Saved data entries

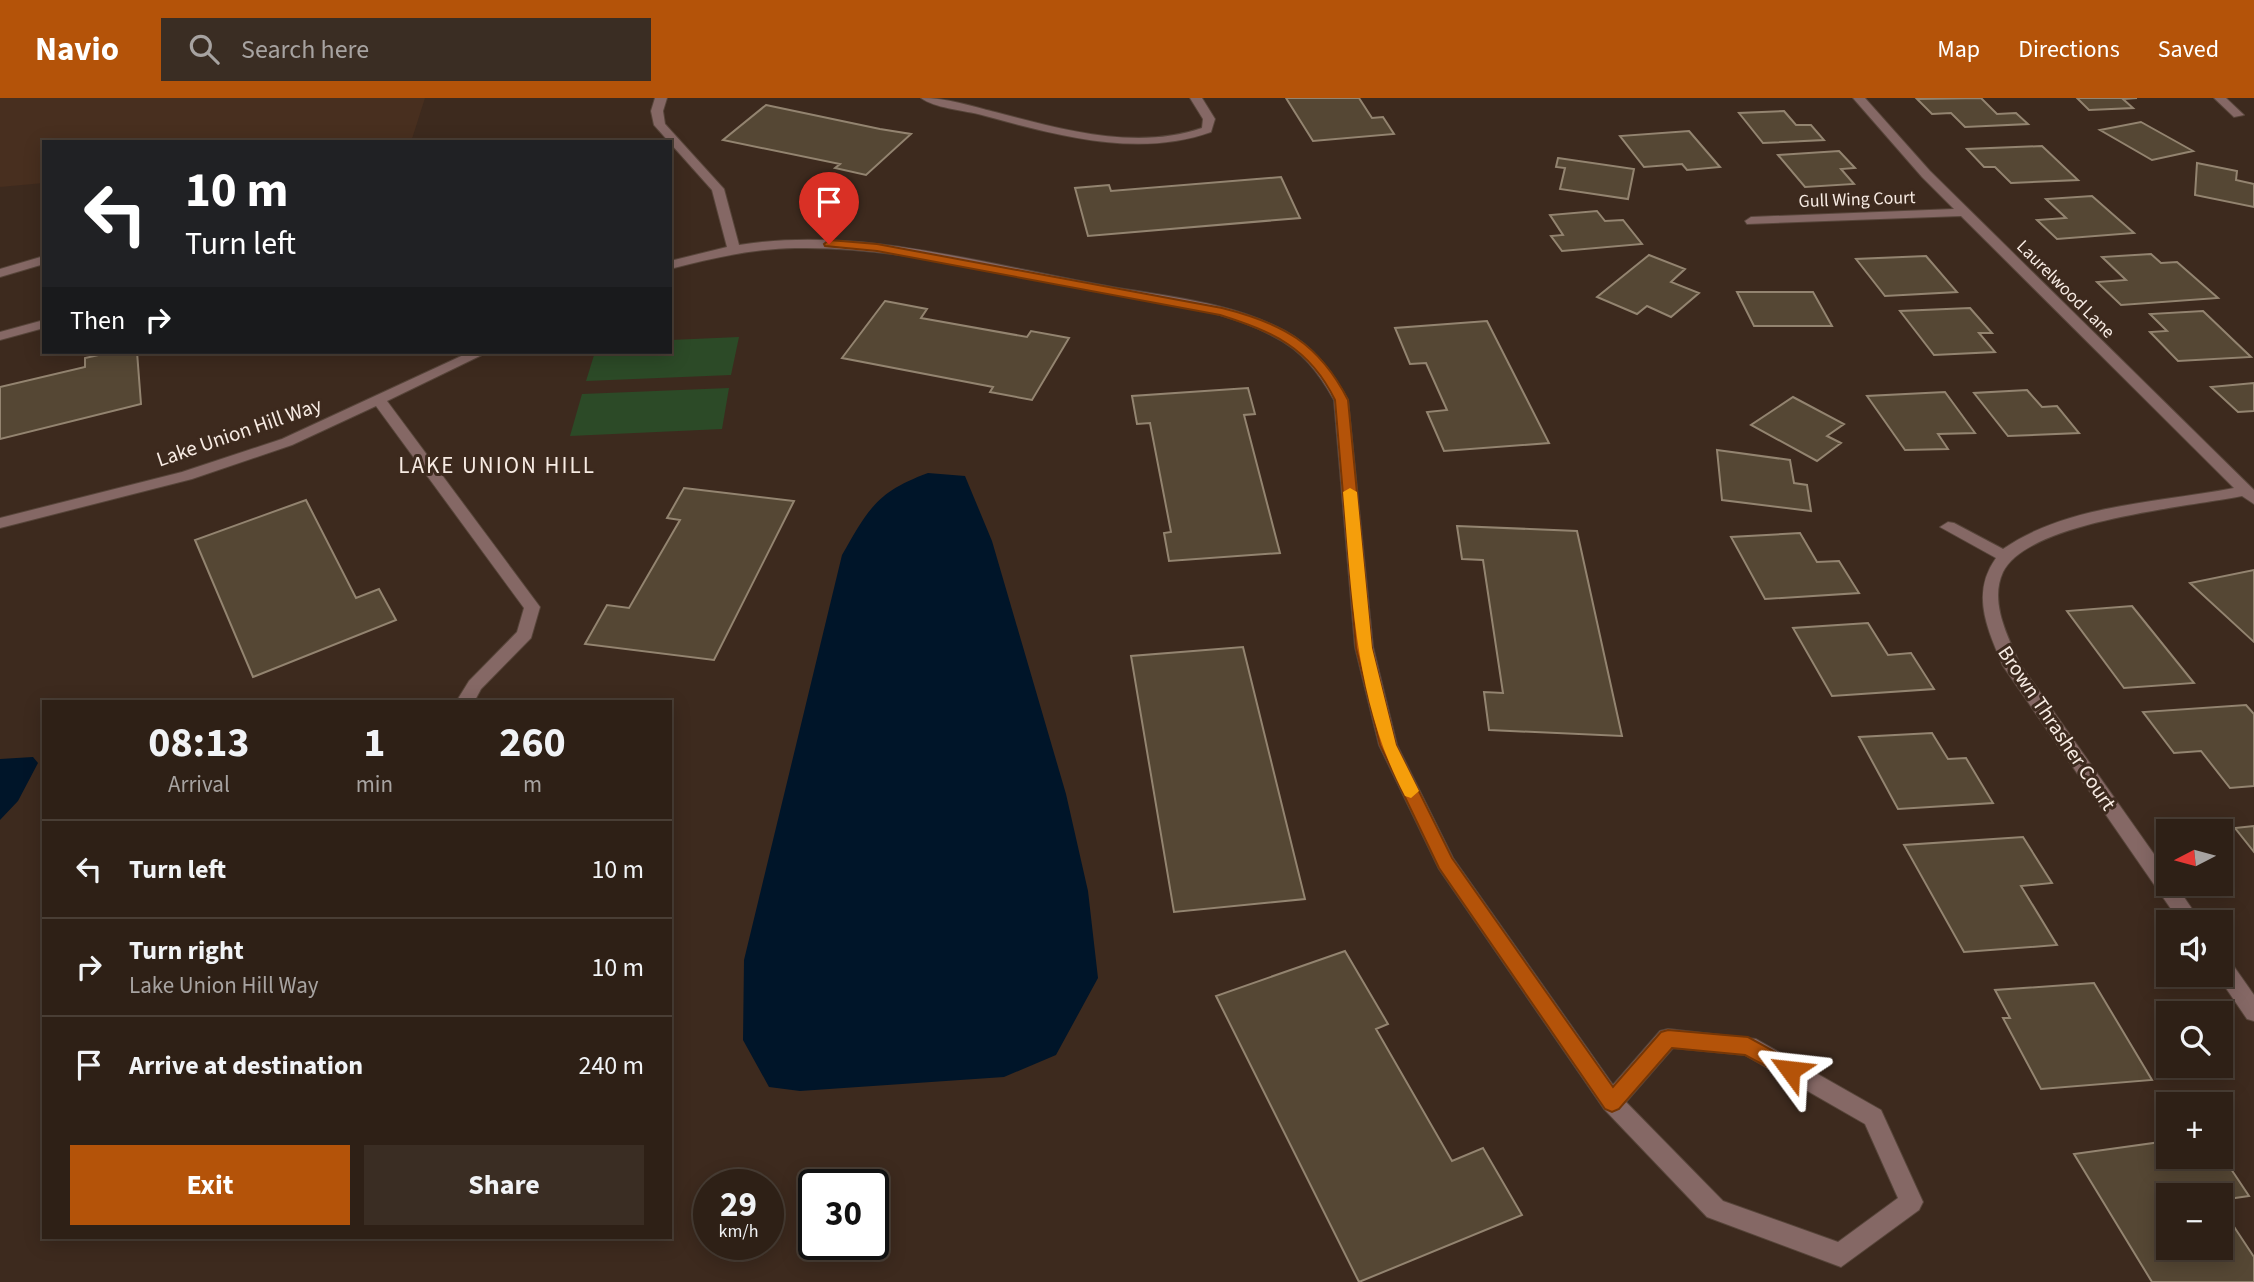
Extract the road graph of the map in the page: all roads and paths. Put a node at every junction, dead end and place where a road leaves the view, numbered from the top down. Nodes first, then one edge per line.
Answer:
1 (661, 98) edge
2 (928, 98) edge
3 (1196, 98) edge
4 (1859, 98) edge
5 (2220, 98) edge
6 (2238, 115) dead end
7 (1964, 212) junction
8 (1751, 221) dead end
9 (734, 248) junction
10 (42, 261) edge
11 (672, 264) edge
12 (0, 273) edge
13 (42, 325) edge
14 (0, 336) edge
15 (477, 354) edge
16 (379, 401) junction
17 (2248, 495) edge
18 (0, 523) edge
19 (1948, 527) dead end
20 (2004, 556) junction
21 (466, 700) edge
22 (2183, 910) edge
23 (2233, 981) edge
24 (2254, 1012) edge
25 (1612, 1102) junction

1 - 9 street
2 - 3 street
4 - 7 street, Laurelwood Lane
5 - 6 street
7 - 8 street, Gull Wing Court
7 - 17 street, Laurelwood Lane
9 - 11 street
9 - 25 street
10 - 12 street
13 - 14 street
15 - 16 street, Lake Union Hill Way
16 - 18 street, Lake Union Hill Way
16 - 21 street
17 - 20 street, Brown Thrasher Court
19 - 20 street
20 - 22 street, Brown Thrasher Court
23 - 24 street
25 - 25 street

How to complete this task: The answer must consist of the entries above, reproduced word for word, without any pictures.

Answer to this problem:
Extract the road graph of the map in the page: all roads and paths. Put a node at every junction, dead end and place where a road leaves the view, numbered from the top down. Nodes first, then one edge per line.
Answer:
1 (661, 98) edge
2 (928, 98) edge
3 (1196, 98) edge
4 (1859, 98) edge
5 (2220, 98) edge
6 (2238, 115) dead end
7 (1964, 212) junction
8 (1751, 221) dead end
9 (734, 248) junction
10 (42, 261) edge
11 (672, 264) edge
12 (0, 273) edge
13 (42, 325) edge
14 (0, 336) edge
15 (477, 354) edge
16 (379, 401) junction
17 (2248, 495) edge
18 (0, 523) edge
19 (1948, 527) dead end
20 (2004, 556) junction
21 (466, 700) edge
22 (2183, 910) edge
23 (2233, 981) edge
24 (2254, 1012) edge
25 (1612, 1102) junction

1 - 9 street
2 - 3 street
4 - 7 street, Laurelwood Lane
5 - 6 street
7 - 8 street, Gull Wing Court
7 - 17 street, Laurelwood Lane
9 - 11 street
9 - 25 street
10 - 12 street
13 - 14 street
15 - 16 street, Lake Union Hill Way
16 - 18 street, Lake Union Hill Way
16 - 21 street
17 - 20 street, Brown Thrasher Court
19 - 20 street
20 - 22 street, Brown Thrasher Court
23 - 24 street
25 - 25 street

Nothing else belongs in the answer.